Stored data entries:
*** Begin section ***

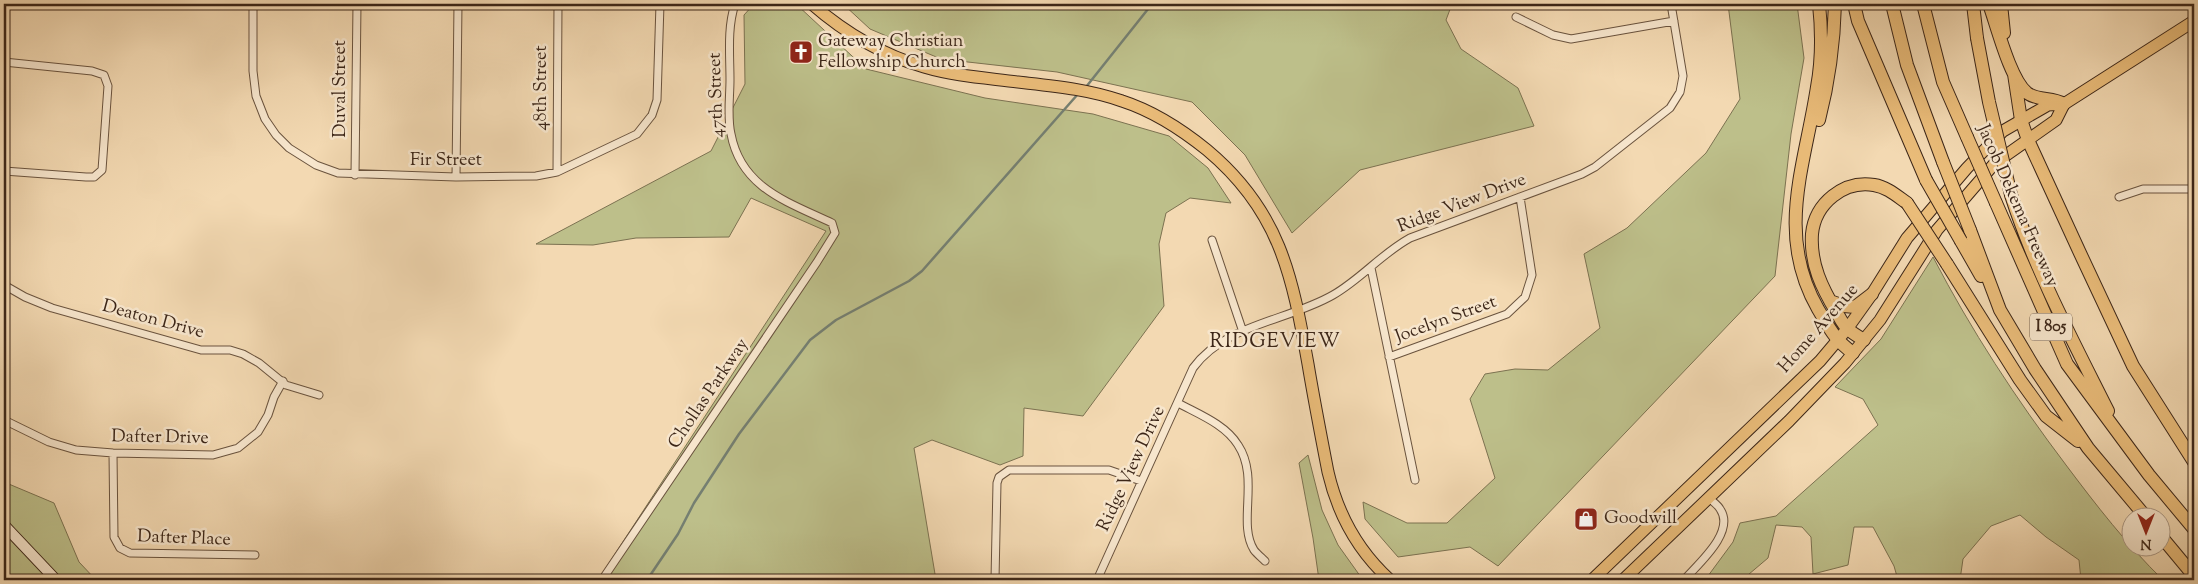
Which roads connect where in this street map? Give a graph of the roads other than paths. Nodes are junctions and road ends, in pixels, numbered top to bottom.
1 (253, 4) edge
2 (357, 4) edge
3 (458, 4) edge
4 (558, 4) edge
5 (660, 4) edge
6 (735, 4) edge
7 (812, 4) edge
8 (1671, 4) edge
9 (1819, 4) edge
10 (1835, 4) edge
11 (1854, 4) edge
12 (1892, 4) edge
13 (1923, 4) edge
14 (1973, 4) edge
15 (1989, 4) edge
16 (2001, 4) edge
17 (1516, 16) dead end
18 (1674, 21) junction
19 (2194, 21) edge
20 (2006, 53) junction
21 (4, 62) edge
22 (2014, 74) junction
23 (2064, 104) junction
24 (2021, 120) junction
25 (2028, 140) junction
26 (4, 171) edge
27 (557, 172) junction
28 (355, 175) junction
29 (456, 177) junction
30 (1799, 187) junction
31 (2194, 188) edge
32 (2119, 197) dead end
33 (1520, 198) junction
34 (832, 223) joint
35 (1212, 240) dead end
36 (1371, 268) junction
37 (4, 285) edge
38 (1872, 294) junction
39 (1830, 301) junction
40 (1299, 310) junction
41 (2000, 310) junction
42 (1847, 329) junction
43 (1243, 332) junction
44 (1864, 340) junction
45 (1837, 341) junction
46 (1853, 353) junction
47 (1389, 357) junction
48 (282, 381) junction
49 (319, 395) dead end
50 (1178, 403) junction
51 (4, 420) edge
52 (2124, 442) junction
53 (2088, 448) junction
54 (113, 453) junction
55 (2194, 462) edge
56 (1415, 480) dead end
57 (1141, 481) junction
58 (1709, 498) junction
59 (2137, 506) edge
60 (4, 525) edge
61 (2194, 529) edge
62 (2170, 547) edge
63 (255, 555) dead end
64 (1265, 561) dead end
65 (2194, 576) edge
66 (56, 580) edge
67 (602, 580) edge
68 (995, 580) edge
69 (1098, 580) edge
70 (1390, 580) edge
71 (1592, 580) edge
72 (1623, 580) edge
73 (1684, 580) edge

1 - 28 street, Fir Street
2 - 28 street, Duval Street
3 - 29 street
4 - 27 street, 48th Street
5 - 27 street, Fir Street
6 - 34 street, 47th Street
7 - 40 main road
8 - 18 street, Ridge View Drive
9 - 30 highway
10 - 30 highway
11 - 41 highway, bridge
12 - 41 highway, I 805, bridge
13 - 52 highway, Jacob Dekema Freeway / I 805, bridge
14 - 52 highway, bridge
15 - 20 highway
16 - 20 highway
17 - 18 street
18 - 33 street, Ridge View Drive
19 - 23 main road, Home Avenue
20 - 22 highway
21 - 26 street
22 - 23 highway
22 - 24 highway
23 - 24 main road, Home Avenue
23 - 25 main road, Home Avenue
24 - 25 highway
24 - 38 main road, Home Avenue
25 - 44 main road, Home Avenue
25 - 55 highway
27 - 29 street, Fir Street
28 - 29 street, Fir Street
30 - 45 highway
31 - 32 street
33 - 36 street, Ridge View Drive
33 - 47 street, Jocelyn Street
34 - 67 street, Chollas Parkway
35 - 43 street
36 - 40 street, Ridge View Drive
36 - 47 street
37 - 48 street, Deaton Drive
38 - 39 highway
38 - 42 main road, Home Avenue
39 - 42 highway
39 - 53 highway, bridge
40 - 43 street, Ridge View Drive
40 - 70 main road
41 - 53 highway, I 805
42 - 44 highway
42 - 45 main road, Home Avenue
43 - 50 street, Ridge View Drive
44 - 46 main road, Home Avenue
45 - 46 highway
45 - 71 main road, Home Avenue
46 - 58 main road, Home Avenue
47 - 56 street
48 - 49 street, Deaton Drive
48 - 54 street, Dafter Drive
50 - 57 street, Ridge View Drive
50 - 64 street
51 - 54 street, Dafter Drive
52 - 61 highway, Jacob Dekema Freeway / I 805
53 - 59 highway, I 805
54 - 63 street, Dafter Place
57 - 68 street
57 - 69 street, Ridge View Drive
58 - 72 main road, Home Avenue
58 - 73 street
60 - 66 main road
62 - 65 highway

*** End section ***

▶ _Task statement_:
A verbatim copy of every entry is wanted; the pictures stay out of it.

▶ _Solution to this problem_:
Which roads connect where in this street map? Give a graph of the roads other than paths. Nodes are junctions and road ends, in pixels, numbered top to bottom.
1 (253, 4) edge
2 (357, 4) edge
3 (458, 4) edge
4 (558, 4) edge
5 (660, 4) edge
6 (735, 4) edge
7 (812, 4) edge
8 (1671, 4) edge
9 (1819, 4) edge
10 (1835, 4) edge
11 (1854, 4) edge
12 (1892, 4) edge
13 (1923, 4) edge
14 (1973, 4) edge
15 (1989, 4) edge
16 (2001, 4) edge
17 (1516, 16) dead end
18 (1674, 21) junction
19 (2194, 21) edge
20 (2006, 53) junction
21 (4, 62) edge
22 (2014, 74) junction
23 (2064, 104) junction
24 (2021, 120) junction
25 (2028, 140) junction
26 (4, 171) edge
27 (557, 172) junction
28 (355, 175) junction
29 (456, 177) junction
30 (1799, 187) junction
31 (2194, 188) edge
32 (2119, 197) dead end
33 (1520, 198) junction
34 (832, 223) joint
35 (1212, 240) dead end
36 (1371, 268) junction
37 (4, 285) edge
38 (1872, 294) junction
39 (1830, 301) junction
40 (1299, 310) junction
41 (2000, 310) junction
42 (1847, 329) junction
43 (1243, 332) junction
44 (1864, 340) junction
45 (1837, 341) junction
46 (1853, 353) junction
47 (1389, 357) junction
48 (282, 381) junction
49 (319, 395) dead end
50 (1178, 403) junction
51 (4, 420) edge
52 (2124, 442) junction
53 (2088, 448) junction
54 (113, 453) junction
55 (2194, 462) edge
56 (1415, 480) dead end
57 (1141, 481) junction
58 (1709, 498) junction
59 (2137, 506) edge
60 (4, 525) edge
61 (2194, 529) edge
62 (2170, 547) edge
63 (255, 555) dead end
64 (1265, 561) dead end
65 (2194, 576) edge
66 (56, 580) edge
67 (602, 580) edge
68 (995, 580) edge
69 (1098, 580) edge
70 (1390, 580) edge
71 (1592, 580) edge
72 (1623, 580) edge
73 (1684, 580) edge

1 - 28 street, Fir Street
2 - 28 street, Duval Street
3 - 29 street
4 - 27 street, 48th Street
5 - 27 street, Fir Street
6 - 34 street, 47th Street
7 - 40 main road
8 - 18 street, Ridge View Drive
9 - 30 highway
10 - 30 highway
11 - 41 highway, bridge
12 - 41 highway, I 805, bridge
13 - 52 highway, Jacob Dekema Freeway / I 805, bridge
14 - 52 highway, bridge
15 - 20 highway
16 - 20 highway
17 - 18 street
18 - 33 street, Ridge View Drive
19 - 23 main road, Home Avenue
20 - 22 highway
21 - 26 street
22 - 23 highway
22 - 24 highway
23 - 24 main road, Home Avenue
23 - 25 main road, Home Avenue
24 - 25 highway
24 - 38 main road, Home Avenue
25 - 44 main road, Home Avenue
25 - 55 highway
27 - 29 street, Fir Street
28 - 29 street, Fir Street
30 - 45 highway
31 - 32 street
33 - 36 street, Ridge View Drive
33 - 47 street, Jocelyn Street
34 - 67 street, Chollas Parkway
35 - 43 street
36 - 40 street, Ridge View Drive
36 - 47 street
37 - 48 street, Deaton Drive
38 - 39 highway
38 - 42 main road, Home Avenue
39 - 42 highway
39 - 53 highway, bridge
40 - 43 street, Ridge View Drive
40 - 70 main road
41 - 53 highway, I 805
42 - 44 highway
42 - 45 main road, Home Avenue
43 - 50 street, Ridge View Drive
44 - 46 main road, Home Avenue
45 - 46 highway
45 - 71 main road, Home Avenue
46 - 58 main road, Home Avenue
47 - 56 street
48 - 49 street, Deaton Drive
48 - 54 street, Dafter Drive
50 - 57 street, Ridge View Drive
50 - 64 street
51 - 54 street, Dafter Drive
52 - 61 highway, Jacob Dekema Freeway / I 805
53 - 59 highway, I 805
54 - 63 street, Dafter Place
57 - 68 street
57 - 69 street, Ridge View Drive
58 - 72 main road, Home Avenue
58 - 73 street
60 - 66 main road
62 - 65 highway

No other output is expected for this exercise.